Understanding plasticity of nanostructured metals through advanced micromechanical testing

2019-08-22
Nanostructured metals are materials with feature sizes below 100 nm. These features can take various forms such as nanograins, nanolayers and nanopores. The resulting nanocrystalline, nanolayered and nanoporous materials show outstanding strength due to HallPetch strengthening, which makes them very promising as structural materials of future. However, most nanostructured materials are also brittle due to the small number of dislocations available for mediating plasticity. In order to enable the use of these new generation materials in engineering applications, novel approaches that can extend their plastic limits are needed. Recently, we have investigated the mechanical behavior of a wide range of nanomaterials under different loading conditions.

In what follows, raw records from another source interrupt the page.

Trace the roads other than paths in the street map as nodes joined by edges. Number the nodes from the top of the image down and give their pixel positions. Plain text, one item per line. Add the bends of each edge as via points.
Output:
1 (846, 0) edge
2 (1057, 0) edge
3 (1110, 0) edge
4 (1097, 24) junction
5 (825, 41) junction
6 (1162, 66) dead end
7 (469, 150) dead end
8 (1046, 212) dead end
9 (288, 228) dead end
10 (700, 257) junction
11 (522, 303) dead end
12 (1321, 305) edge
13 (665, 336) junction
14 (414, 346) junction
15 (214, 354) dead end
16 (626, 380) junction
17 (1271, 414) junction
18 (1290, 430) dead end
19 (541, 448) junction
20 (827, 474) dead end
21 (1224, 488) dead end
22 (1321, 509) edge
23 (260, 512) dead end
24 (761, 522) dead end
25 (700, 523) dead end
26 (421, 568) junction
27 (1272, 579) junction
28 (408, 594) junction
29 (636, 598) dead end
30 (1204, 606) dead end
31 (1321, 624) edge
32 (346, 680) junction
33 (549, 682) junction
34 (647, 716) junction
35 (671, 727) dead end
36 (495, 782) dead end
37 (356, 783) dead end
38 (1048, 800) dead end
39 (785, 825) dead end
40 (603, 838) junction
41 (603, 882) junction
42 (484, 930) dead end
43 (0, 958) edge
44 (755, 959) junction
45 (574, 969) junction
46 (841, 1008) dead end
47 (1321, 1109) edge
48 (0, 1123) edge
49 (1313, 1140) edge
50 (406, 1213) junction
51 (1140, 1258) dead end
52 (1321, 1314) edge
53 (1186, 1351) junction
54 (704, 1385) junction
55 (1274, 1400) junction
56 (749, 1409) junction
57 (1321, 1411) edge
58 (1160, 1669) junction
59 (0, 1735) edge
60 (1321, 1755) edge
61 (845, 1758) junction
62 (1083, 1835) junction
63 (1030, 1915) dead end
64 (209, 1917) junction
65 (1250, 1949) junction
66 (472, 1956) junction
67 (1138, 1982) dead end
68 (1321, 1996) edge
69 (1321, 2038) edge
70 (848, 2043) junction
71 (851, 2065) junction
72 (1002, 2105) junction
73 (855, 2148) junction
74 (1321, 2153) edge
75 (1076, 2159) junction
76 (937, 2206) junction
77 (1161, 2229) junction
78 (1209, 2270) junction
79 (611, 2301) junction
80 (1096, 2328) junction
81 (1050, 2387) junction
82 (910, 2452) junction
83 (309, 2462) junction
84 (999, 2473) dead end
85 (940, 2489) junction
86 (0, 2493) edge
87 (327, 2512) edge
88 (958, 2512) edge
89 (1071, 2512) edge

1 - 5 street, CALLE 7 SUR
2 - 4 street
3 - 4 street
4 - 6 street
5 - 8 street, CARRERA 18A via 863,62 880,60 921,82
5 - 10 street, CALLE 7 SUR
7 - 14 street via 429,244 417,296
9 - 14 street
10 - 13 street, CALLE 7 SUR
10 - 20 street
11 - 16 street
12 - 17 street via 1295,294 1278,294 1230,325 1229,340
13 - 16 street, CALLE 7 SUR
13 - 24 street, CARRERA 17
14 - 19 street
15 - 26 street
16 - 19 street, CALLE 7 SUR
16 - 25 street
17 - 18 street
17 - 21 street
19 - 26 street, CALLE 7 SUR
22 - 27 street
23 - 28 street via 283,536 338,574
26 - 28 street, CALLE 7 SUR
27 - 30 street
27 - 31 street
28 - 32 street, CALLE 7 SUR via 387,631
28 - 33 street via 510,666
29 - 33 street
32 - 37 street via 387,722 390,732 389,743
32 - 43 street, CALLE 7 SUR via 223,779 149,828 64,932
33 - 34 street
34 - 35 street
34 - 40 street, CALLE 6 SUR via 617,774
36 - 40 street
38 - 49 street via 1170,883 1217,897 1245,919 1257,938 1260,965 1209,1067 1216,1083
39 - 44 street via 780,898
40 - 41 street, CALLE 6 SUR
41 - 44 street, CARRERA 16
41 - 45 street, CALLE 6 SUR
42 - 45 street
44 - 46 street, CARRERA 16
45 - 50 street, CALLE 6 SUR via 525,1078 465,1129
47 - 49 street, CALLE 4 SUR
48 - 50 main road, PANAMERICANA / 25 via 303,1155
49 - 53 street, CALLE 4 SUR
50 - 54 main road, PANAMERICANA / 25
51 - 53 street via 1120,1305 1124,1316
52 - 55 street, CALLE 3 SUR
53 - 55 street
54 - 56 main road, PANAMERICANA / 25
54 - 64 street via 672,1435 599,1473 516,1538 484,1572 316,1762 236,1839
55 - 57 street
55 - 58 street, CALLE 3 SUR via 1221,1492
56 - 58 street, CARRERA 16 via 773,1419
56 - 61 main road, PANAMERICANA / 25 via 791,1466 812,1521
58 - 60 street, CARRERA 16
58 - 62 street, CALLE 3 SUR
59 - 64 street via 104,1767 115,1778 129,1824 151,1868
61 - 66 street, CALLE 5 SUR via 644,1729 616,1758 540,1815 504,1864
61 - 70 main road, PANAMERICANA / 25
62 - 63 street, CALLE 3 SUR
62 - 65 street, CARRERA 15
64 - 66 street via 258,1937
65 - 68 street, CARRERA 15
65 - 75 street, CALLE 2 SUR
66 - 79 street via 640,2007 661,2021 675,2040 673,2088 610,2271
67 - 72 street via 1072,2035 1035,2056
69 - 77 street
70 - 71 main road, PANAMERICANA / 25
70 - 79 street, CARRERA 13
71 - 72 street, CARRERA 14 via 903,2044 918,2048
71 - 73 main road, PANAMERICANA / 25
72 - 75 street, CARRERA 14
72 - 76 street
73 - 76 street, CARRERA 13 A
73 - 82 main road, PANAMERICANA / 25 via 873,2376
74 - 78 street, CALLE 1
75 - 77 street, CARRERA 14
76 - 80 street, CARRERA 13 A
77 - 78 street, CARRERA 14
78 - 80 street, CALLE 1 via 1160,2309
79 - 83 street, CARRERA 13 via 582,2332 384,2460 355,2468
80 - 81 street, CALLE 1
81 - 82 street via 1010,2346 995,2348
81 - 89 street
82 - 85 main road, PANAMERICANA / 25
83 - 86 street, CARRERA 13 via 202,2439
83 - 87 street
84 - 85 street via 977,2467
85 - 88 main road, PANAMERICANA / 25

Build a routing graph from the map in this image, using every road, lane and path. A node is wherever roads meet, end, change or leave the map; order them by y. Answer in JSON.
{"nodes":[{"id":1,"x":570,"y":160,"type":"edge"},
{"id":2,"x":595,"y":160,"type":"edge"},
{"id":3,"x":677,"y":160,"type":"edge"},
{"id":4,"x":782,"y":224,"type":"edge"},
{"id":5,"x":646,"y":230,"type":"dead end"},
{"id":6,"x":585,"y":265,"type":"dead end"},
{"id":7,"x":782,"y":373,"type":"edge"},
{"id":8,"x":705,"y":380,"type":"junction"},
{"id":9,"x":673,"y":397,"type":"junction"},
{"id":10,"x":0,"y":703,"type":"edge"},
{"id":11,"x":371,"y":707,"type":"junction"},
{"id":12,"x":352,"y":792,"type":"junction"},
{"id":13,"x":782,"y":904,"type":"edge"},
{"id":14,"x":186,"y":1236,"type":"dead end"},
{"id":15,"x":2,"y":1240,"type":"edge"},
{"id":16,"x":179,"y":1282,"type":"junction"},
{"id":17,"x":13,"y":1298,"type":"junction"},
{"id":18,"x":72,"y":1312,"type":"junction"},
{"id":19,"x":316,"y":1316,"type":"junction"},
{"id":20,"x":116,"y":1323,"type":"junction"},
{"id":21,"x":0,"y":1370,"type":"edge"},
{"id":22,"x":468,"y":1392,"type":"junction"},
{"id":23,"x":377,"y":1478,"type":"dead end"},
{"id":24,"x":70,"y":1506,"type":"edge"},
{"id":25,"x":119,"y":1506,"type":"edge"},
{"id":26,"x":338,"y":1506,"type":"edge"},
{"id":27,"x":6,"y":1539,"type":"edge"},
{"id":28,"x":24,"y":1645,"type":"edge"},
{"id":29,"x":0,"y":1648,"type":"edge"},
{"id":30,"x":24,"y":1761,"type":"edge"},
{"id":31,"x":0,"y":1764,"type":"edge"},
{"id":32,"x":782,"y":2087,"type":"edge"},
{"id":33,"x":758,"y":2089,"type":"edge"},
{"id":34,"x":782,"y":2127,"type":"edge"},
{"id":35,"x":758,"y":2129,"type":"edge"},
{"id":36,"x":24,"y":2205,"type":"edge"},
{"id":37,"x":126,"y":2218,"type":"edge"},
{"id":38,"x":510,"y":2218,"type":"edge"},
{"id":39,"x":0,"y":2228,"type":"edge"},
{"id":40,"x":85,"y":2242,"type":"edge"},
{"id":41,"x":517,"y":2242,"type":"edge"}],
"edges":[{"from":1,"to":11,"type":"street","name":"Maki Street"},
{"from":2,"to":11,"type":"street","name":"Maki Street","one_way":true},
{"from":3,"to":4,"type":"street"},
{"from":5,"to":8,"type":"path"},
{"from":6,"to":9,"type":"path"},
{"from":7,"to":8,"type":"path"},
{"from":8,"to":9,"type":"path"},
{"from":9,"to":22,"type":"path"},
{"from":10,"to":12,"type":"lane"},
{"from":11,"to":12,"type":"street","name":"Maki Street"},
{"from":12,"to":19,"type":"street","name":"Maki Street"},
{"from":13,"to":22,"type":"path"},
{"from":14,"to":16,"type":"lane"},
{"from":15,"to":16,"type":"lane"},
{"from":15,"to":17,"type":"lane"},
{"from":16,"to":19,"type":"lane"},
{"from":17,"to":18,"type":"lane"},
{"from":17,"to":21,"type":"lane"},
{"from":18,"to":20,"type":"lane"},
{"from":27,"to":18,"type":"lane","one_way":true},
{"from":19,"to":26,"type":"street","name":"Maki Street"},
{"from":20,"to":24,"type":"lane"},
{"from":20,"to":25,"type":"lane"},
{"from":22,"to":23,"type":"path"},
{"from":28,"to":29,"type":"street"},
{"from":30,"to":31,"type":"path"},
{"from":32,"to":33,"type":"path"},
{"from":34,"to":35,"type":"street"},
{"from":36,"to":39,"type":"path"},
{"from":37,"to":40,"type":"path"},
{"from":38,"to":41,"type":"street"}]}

The nanomaterials that we considered include nanocrystalline alloys, nanolayered metals, nanoporous metals and metallic glass-crystalline composites. We have employed different loading conditions through nanoindentation, micropillar compression and nanoscratch testing, to gain insight to the plastic behavior of these materials. Our findings indicate that one of the most promising methods to improve ductility is to combine metallic glasses and crystalline metals at the correct length scale. Nanolayered metallic glass-crystalline composites provide a simple model system to investigate this route. In these nanolaminated materials, when the layer thickness is comparable to that of shear band spacing, the crystalline layers start to effectively impede the catastrophic propagation of shear bands. The optimized amorphouscrystalline nanocomposite, as a result, provides an excellent combination of high strength and ductility. When it comes to nanoporous metals and nanocrystalline alloys, an analogous route can be taken through grain boundary engineering, which is currently the most promising approach for improving the ductility of these brittle materials.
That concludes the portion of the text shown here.